3D structure of ramoplanin: A potent inhibitor of bacterial cell wall synthesis

The 3D structure of ramoplanin was studied by NMR spectroscopy in aqueous solution. A total of 320 interproton distances were determined from a NOESY spectrum and were used as restraints in distance geometry calculations. A structural refinement was carried out by molecular dynamics calculations in a solvent box. The structure of ramoplanin is characterized by two antiparallel beta-strands which are formed by the residues 2-7 and 10-14, respectively. The beta-strands are connected by six intramolecular hydrogen bonds and a reverse beta-turn which is formed by Thr(8) and Phe(9) (in positions i+1 and i+2, respectively). Residues 2 and 14 are connected by a loop consisting of Leu(15), Ala(16), Chp(17), and the side chain of Asn(2).
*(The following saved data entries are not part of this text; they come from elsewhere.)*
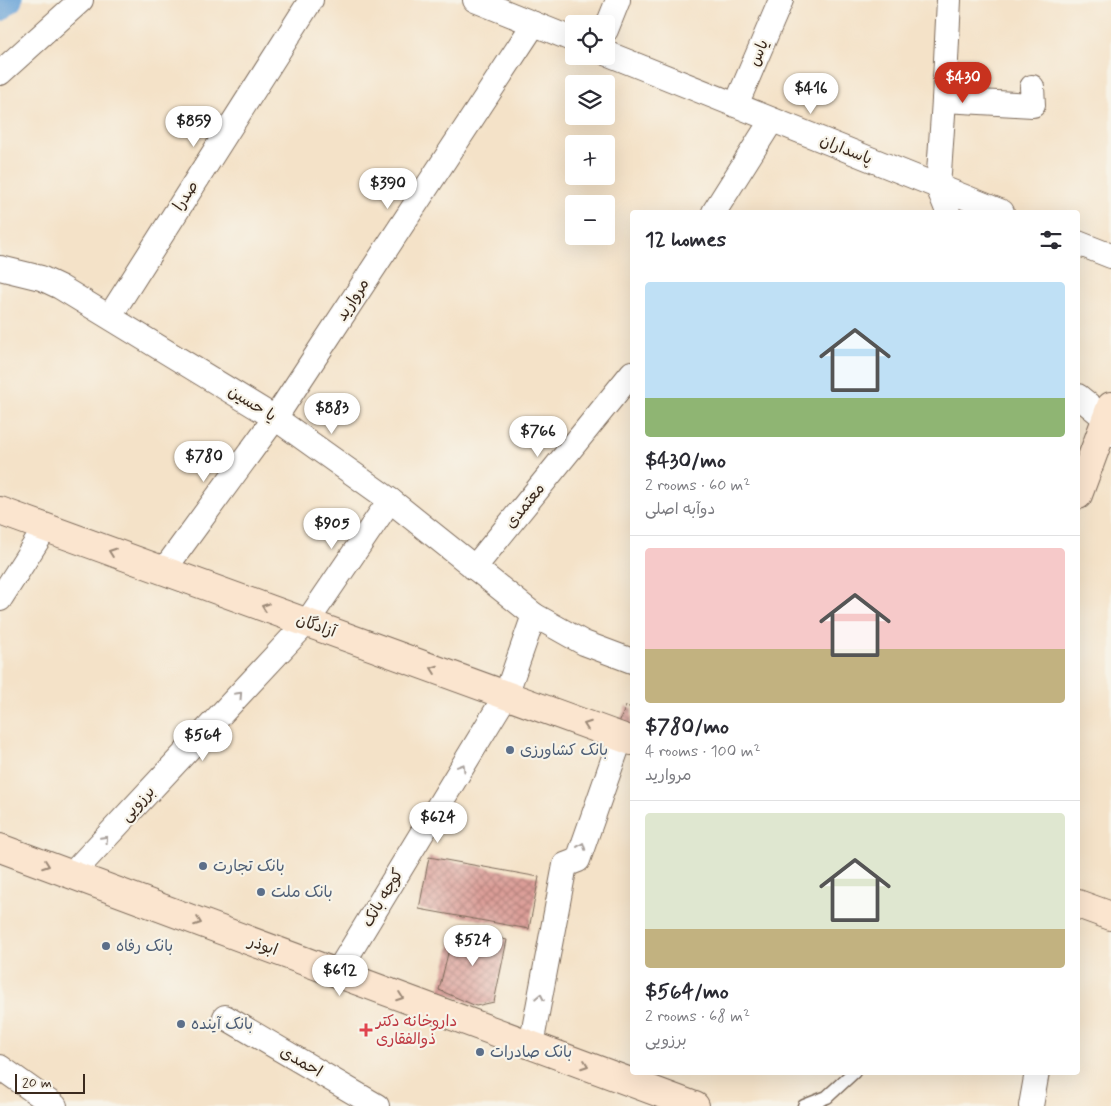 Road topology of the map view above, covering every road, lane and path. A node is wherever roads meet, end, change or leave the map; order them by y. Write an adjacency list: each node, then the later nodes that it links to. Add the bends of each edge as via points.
1 (80, 0): 11 (street)
2 (311, 0): 23 (street, صدرا)
3 (475, 0): 8 (street)
4 (618, 0): 7 (street)
5 (781, 0): 14 (street, یاس)
6 (949, 0): 13 (street)
7 (612, 15)
8 (534, 24): 9 (street); 26 (street, مروارید)
9 (565, 36)
10 (615, 57): 14 (street, پاسداران)
11 (0, 73)
12 (1032, 87): 13 (street, via 1033,105)
13 (944, 100): 16 (street)
14 (736, 105): 15 (street, پاسداران)
15 (772, 120): 16 (street, پاسداران); 17 (street)
16 (938, 187): 18 (street); 19 (street, پاسداران)
17 (715, 210)
18 (947, 210)
19 (997, 210)
20 (1080, 244): 21 (street)
21 (1111, 256)
22 (0, 268): 23 (street, یا حسین, via 41,278)
23 (110, 316): 26 (street, یا حسین)
24 (630, 375): 32 (street, معتمدی)
25 (1080, 398): 27 (street)
26 (275, 418): 29 (street, یا حسین); 33 (street, مروارید)
27 (1109, 421): 28 (main road)
28 (1080, 490)
29 (390, 500): 32 (street, یا حسین); 36 (street, برزویی)
30 (0, 511): 31 (main road, آزادگان)
31 (46, 527): 33 (main road, آزادگان, one-way to 31); 34 (street)
32 (474, 568): 35 (street, یا حسین)
33 (164, 570): 36 (main road, آزادگان, one-way to 33)
34 (0, 599)
35 (534, 615): 37 (street, یا حسین, via 584,642); 38 (street)
36 (307, 622): 38 (main road, آزادگان, one-way to 36); 41 (street, برزویی, one-way to 36)
37 (630, 660)
38 (506, 695): 39 (main road, آزادگان, one-way to 38); 44 (street, کوچه بانک, one-way to 38)
39 (627, 739): 46 (street, one-way to 39, via 565,865 578,860)
40 (0, 848): 41 (main road, ابوذر, one-way to 41)
41 (71, 875): 44 (main road, ابوذر, one-way to 44)
42 (1080, 905): 43 (main road)
43 (1111, 916)
44 (337, 974): 46 (main road, ابوذر, one-way to 46)
45 (225, 1017): 52 (street, احمدی)
46 (531, 1045): 50 (main road, ابوذر, one-way to 50)
47 (0, 1067): 51 (street)
48 (851, 1075): 53 (lane, via 827,1097)
49 (1036, 1075): 54 (street)
50 (678, 1103)
51 (54, 1106)
52 (377, 1106)
53 (804, 1106)
54 (1031, 1106) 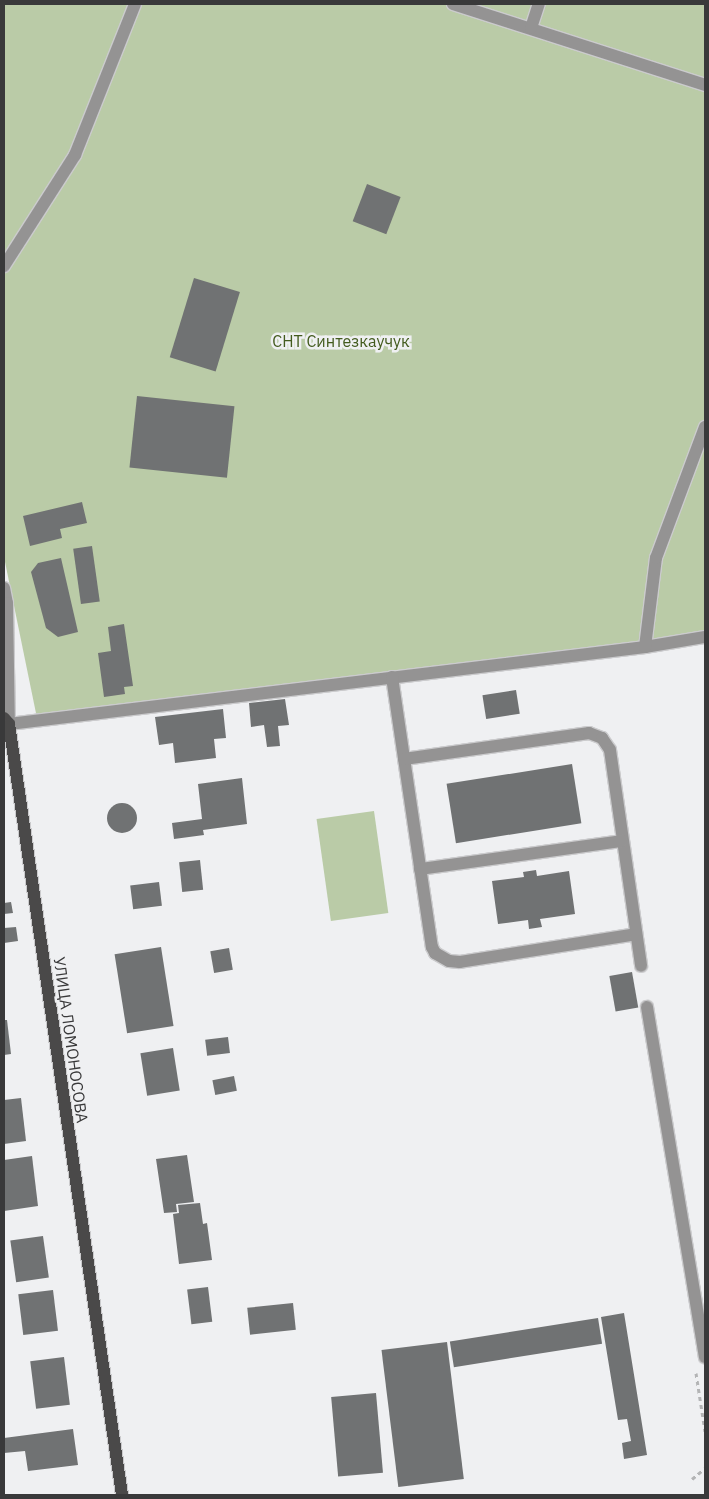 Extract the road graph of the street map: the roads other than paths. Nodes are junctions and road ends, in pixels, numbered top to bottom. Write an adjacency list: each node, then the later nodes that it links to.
1 (135, 4): 6 (street)
2 (453, 4): 4 (street)
3 (539, 4): 4 (street)
4 (531, 28): 5 (street)
5 (705, 85)
6 (4, 266)
7 (705, 428): 11 (street)
8 (4, 588): 9 (street, УЛИЦА ЛОМОНОСОВА)
9 (5, 603): 13 (street, УЛИЦА ЛОМОНОСОВА)
10 (705, 637): 11 (street)
11 (645, 647): 12 (street)
12 (392, 677): 13 (street); 14 (street)
13 (6, 721): 21 (main road, УЛИЦА ЛОМОНОСОВА)
14 (404, 759): 15 (street); 16 (street)
15 (622, 841): 16 (street); 17 (street)
16 (420, 868): 17 (street)
17 (636, 934): 18 (street)
18 (641, 966)
19 (647, 1007): 20 (street)
20 (705, 1357)
21 (122, 1495)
Although residues 14-17 show the formation of a beta-turn, only the N-terminal end of the turn is directly connected to one of the beta-strands (Gly(14)), whereas the C-terminal end (Chp(17)) is linked via the side chain of Asn(2). The 3D conformation of ramoplanin is also stabilized by a hydrophobic cluster of the aromatic sidechains of the residues 3, 9, and 17, This hydrophobic collapse leads to a U-shaped topology of the beta-sheet with the beta-turn at one end and the loop at the other end. The structure found for ramoplanin differs considerably from the published structure of ramoplanose which might be due to a smaller number of NOE distance restraints used in the previous study.